The brightest jewel in the band’s collection of original songs was, is and probably always will be “Hotel California,” the title track of the zillion-selling Eagles album cut in 1976. With its wild triple-guitar attack, tough reggae beat and brilliant, biting Don Henley lyrics that seemed to perfectly capture the dark but still glittering life in the fast lane (another great song on that album, of course), the song was a powerful, almost hallucinogenic, evocation of characters trapped in a seductive self-created hell.

In October, I managed to track down producer/engineer Bill Szymczyk, who produced On the Border, One of These Nights, Hotel California and the group’s original swan song, The Long Run, to chat about the session for the song “Hotel California.” Ironically, the night of our conversation, MTV aired its wonderful Eagles Unplugged program for the first time—and that show opened with a superb, Gipsy Kings-influenced version of “Hotel California.”

“The interesting thing about cutting ‘Hotel California,” Szymczyk says by phone from his house in the Blue Ridge Mountains in North Carolina, “is we actually cut the basic track three different times over a period, with the third being the one we used. The first one was the wrong key for Henley. Then we cut it in the right key, but it was too fast. Both of these sessions were done in L.A. at the Record Plant, and then the real version was done at Criteria [in Miami], where most of the record was done. It was cut on a beautiful afternoon in sunny Florida.”

Cutting Basics

“The basic track was [Don] Felder playing a 12-string acoustic, which was also going to a couple amps we had miked, so we had it on three tracks—stereo from the amps and the dry acoustic in the middle; that’s what the opening of the song is,” Szymczyk continues. “Obviously, it was Henley on drums, [Randy] Meisner on bass. Frey was playing the reggae guitar chinks, and I don’t really remember what Joe Walsh was playing during the song part. In that era, I very seldom did guitars direct; I’d always mike the amps. The big solo at the end was Walsh and Felder, dueling guitars, with me in the middle in the control room, which is how we liked to work. We’d have the amps miked out in the studio, and they’d be in with me unless they needed some feedback effect where they needed to be next to the amp.”

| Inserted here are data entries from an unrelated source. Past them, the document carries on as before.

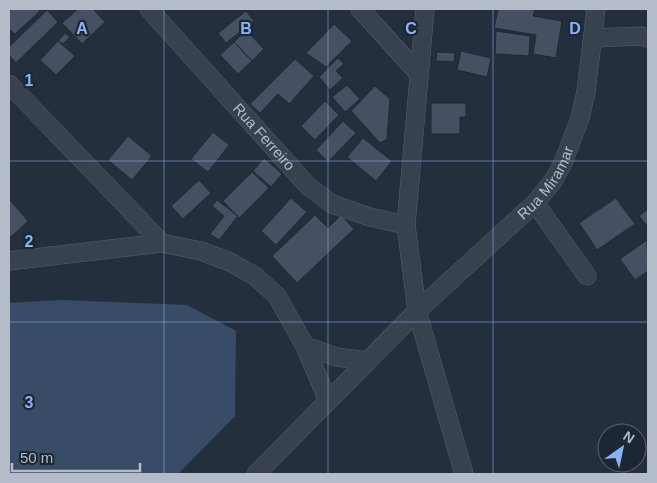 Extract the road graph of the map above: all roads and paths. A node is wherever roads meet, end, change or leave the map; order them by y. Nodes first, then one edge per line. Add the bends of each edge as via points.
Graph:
1 (149, 9) edge
2 (360, 9) edge
3 (425, 9) edge
4 (596, 9) edge
5 (594, 38) junction
6 (648, 38) edge
7 (420, 75) junction
8 (9, 84) edge
9 (534, 203) junction
10 (406, 225) junction
11 (162, 243) junction
12 (9, 261) edge
13 (587, 276) dead end
14 (417, 311) junction
15 (305, 346) junction
16 (368, 361) junction
17 (328, 401) junction
18 (256, 474) edge
19 (464, 474) edge

1 - 10 street, Rua Ferreiro via 308,186 332,204
2 - 7 street
3 - 7 street
4 - 5 street, Rua Miramar
5 - 6 street
5 - 9 street, Rua Miramar via 586,92 563,164
7 - 10 street
8 - 11 street
9 - 13 street
9 - 14 street, Rua Miramar
10 - 14 street
11 - 12 street
11 - 15 street via 201,251 255,276 277,296
14 - 16 street, Rua Miramar
14 - 19 street
15 - 16 street via 341,358
15 - 17 street
16 - 17 street, Rua Miramar
17 - 18 street, Rua Miramar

Szymczyk says the basic track didn’t feature any vocal at all: “From the time of Hotel California on, there were rarely finished lyrics by the time we cut the basics. With ‘Hotel California,’ I think there might have been a verse and a chorus and a few lines hither and yon, but mainly we were flying somewhat blind. Of course, with Henley, it was doubly hard to get rid of a scratch vocal because he’s the drummer, so his vocal would come through the overhead and hi-hat mics. But their modus operandi became to work without a completed vocal. The basic track was usually constituted of five, six or eight takes, usually with a lot of editing between the takes, I think ‘Hotel California’ had 30-some edits in the basic, before we even started overdubbing. I always had my razor blade at the ready. The Eagles’ nickname for me was The Big Lopper,” he says with a laugh.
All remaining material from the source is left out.